Graham a déclaré qu’à toutes fins pratiques, le prêt s’apparenterait davantage à un prêt à intérêts uniquement, automobile très peu de personnes conserveraient une maison pendant 50 ans. Les propriétaires pourraient encore gagner en valeur nette grâce à l’appréciation du prix de l’immobilier, mais les prix ont diminué rapidement à travers le pays cette année, sans se rapprocher de l’appréciation observée les années précédentes.
Quel impression cela a-t-il sur l’abordabilité
Même les brokers immobiliers conviennent que les économies réalisées par les propriétaires seraient minimes.
“Ce n’est pas la meilleure façon de résoudre le problème de l’abordabilité du logement. L’administration ferait mieux d’inverser l’inflation induite par les tarifs douaniers, qui maintient les taux des prêts hypothécaires existants à un niveau élevé”, a écrit Joel Berner, économiste principal chez Realtor.com, dans un communiqué.
D’autres notent que ce nouveau produit hypothécaire dépendrait probablement du maintien de Fannie Mae et Freddie Mac sous la tutelle du gouvernement. L’administration Trump a déclaré que les deux sociétés seraient privatisées et feraient ensuite l’objet d’une introduction en bourse dans un avenir proche.

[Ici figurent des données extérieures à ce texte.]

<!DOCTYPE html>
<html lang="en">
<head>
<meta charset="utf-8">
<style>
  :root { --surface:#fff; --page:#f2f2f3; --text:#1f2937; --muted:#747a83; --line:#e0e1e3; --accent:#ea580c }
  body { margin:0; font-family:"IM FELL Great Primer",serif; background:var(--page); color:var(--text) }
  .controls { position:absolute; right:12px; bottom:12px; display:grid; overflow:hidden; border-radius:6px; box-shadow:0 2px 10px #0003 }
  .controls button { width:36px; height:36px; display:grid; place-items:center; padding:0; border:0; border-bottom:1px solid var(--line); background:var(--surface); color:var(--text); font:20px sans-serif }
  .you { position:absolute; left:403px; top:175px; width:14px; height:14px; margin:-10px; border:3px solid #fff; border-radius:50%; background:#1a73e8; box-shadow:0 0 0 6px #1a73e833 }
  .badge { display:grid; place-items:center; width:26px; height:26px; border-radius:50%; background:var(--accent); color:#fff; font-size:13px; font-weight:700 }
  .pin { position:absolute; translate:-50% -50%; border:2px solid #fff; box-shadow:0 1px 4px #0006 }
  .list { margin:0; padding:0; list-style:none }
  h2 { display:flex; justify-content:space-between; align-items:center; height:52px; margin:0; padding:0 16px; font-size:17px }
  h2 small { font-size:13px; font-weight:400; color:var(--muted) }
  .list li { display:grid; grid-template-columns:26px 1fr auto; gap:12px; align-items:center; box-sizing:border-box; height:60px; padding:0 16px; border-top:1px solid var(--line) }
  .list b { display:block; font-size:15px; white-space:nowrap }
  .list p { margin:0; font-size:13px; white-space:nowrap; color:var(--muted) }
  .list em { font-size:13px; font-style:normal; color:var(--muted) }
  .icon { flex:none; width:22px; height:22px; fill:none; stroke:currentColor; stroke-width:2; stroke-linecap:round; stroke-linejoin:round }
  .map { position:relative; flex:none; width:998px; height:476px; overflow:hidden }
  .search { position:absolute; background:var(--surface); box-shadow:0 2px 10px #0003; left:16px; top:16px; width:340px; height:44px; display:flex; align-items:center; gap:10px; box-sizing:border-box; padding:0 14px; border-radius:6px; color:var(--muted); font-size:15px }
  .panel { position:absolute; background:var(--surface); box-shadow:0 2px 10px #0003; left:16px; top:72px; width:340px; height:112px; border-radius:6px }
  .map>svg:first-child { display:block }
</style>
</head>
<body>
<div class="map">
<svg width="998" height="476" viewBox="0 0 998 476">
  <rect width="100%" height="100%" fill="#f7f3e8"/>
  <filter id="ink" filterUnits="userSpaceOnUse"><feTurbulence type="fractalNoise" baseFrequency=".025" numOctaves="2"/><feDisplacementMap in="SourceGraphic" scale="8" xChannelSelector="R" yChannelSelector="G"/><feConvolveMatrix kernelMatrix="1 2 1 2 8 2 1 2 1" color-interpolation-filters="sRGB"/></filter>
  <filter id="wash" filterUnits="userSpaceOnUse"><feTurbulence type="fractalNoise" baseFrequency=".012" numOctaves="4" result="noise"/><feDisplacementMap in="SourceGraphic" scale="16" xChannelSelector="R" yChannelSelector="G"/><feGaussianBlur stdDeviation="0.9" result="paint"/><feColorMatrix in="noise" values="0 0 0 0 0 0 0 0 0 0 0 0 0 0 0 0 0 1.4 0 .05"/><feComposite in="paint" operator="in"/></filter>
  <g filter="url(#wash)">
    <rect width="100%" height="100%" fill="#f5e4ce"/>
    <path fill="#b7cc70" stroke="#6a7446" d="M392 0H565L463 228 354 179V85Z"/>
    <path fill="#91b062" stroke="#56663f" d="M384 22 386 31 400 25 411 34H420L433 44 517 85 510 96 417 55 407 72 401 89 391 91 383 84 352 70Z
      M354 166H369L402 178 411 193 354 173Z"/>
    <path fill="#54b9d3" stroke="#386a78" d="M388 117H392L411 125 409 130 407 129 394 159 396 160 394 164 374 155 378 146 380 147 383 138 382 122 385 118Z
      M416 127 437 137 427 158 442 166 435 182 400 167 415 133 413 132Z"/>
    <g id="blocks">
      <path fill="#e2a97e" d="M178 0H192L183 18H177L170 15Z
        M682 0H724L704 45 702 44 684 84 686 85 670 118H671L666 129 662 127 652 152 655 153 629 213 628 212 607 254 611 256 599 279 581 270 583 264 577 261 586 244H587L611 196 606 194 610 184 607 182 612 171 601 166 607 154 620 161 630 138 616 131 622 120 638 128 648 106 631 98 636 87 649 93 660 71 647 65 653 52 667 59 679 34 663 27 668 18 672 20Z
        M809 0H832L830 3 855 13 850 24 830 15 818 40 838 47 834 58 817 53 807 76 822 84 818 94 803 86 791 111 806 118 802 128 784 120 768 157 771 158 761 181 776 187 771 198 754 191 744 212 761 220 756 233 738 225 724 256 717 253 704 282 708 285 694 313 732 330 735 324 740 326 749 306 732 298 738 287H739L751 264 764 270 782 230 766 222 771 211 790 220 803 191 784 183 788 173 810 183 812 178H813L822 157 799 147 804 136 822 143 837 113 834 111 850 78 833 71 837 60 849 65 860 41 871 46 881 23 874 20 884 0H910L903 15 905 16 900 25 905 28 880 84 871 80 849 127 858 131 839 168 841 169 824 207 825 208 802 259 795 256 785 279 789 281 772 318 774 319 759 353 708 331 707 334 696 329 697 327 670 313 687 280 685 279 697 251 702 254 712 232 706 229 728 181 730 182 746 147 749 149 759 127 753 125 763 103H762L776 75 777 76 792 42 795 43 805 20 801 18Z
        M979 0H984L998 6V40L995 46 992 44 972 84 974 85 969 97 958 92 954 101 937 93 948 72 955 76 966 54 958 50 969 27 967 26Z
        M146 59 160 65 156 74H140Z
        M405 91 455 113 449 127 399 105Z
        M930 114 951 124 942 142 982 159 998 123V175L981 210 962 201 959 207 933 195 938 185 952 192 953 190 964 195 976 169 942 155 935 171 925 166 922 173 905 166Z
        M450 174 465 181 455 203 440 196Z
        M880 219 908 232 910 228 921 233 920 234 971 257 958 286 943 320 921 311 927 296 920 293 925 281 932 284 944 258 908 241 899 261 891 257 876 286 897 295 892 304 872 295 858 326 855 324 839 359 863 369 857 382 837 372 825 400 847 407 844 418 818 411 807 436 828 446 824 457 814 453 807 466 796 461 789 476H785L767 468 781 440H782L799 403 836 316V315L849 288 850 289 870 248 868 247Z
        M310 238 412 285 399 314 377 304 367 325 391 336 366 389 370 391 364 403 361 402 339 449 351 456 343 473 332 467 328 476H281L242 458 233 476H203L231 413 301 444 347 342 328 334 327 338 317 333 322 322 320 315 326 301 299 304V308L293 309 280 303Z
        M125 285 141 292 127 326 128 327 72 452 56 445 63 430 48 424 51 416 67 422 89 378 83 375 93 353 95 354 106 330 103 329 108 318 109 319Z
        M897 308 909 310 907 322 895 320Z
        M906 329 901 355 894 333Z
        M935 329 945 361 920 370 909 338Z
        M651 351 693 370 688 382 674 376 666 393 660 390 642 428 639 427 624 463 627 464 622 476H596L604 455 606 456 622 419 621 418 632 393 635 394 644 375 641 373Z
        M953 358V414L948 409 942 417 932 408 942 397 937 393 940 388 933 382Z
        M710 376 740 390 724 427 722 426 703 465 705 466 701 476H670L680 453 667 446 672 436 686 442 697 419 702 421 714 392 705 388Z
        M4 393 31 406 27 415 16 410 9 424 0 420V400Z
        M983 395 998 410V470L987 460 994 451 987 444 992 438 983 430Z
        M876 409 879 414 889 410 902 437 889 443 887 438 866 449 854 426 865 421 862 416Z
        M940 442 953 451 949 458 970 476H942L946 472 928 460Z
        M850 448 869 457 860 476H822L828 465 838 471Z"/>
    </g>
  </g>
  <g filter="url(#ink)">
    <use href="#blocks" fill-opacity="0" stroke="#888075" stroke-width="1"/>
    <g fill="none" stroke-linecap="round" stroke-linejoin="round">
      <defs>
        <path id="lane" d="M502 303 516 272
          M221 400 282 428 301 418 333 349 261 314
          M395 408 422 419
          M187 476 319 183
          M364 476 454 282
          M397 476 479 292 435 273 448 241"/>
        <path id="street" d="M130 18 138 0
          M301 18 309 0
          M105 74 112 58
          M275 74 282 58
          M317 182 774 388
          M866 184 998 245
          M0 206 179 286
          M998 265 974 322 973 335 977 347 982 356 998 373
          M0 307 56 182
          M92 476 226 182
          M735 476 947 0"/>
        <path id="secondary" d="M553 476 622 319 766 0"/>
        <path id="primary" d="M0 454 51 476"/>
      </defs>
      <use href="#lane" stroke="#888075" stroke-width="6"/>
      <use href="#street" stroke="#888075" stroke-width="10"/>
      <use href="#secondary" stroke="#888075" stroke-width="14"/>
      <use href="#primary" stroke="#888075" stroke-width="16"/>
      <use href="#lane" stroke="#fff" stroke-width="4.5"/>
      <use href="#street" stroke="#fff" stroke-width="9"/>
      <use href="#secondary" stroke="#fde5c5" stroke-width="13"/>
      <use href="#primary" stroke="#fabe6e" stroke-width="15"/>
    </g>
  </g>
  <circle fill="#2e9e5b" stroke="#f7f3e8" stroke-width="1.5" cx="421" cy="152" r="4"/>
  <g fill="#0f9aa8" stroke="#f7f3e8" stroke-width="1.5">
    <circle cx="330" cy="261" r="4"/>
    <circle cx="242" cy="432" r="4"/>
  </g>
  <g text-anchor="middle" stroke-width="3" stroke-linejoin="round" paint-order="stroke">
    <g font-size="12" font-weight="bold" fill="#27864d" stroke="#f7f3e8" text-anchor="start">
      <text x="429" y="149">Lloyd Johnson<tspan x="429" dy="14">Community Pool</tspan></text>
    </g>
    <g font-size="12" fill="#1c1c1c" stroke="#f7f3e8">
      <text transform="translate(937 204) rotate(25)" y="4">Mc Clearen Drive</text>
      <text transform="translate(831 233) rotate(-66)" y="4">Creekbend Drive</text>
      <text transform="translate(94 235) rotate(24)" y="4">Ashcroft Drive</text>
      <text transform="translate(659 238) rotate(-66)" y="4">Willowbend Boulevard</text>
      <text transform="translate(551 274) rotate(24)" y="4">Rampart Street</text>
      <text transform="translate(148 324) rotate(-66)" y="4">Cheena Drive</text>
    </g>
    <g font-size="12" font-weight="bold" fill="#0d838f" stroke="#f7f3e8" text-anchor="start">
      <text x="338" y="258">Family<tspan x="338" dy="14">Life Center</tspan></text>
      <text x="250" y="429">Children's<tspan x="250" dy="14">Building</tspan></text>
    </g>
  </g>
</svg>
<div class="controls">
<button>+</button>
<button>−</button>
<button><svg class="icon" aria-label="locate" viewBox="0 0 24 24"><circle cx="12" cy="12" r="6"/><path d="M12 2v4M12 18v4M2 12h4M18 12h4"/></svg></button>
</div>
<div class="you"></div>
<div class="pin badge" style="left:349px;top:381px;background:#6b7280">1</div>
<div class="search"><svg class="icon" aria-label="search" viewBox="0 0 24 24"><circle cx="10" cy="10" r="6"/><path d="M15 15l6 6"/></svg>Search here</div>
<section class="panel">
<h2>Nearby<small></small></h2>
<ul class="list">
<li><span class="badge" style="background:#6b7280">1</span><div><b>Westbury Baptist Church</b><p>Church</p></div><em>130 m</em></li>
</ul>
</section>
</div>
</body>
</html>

“L’adoption d’un produit hypothécaire sur 50 ans pourrait compliquer le chemin vers la privatisation pour Fannie Mae et Freddie Mac”, ont écrit les analystes d’Evercore ISI dans une be aware adressée aux purchasers. “Cela dit, nous comprenons que l’administration s’attend à ce que les GSE restent sous tutelle après avoir vendu environ 5 % de sa participation au public. Cela permettrait à l’administration de conserver le contrôle des GSE dans un avenir prévisible.”
L’abordabilité des logements a été un level de pression majeur pour l’administration Trump. Les taux d’intérêt historiquement bas résultant d’une politique économique induite par la pandémie ont provoqué une ruée historique sur l’immobilier qui a catapulté les prix des logements plus de 50 % plus haut en seulement cinq ans. En conséquence, les ventes de logements ont considérablement diminué, tout comme la demande de prêts hypothécaires.
L’âge moyen d’un premier acheteur typique en 1991 était de 28 ans. En 2024, il avait atteint 38 ans, selon un rapport de l’Affiliation nationale des brokers immobiliers, dont l’économiste en chef adjoint a qualifié ce chiffre de « choquant ».
L’administration Trump a fait pression sur les constructeurs pour qu’ils construisent davantage de logements afin de faire baisser les prix, affirmant qu’ils sont assis sur une offre excédentaire de terrains vides. Les constructeurs contestent cette affirmation et continuent d’invoquer des coûts élevés pour les terrains, la main-d’œuvre et les matériaux.
Lors du dernier appel aux résultats de l’entreprise, Groupe Pulte Le PDG Ryan Marshall a déclaré qu’il était d’accord avec les views du président en ce qui concerne une offre insuffisante d’environ 4 hundreds of thousands de maisons à vendre, mais a ajouté : « Bien que ce déficit d’offre ait certainement un impression sur l’accessibilité en général, les complexités du secteur de la building de maisons neuves dictent que s’attaquer à un problème de cette ampleur nécessite une approche coordonnée et globale qui rassemble les dirigeants fédéraux, étatiques et locaux travaillant en partenariat avec le secteur de la building de maisons neuves.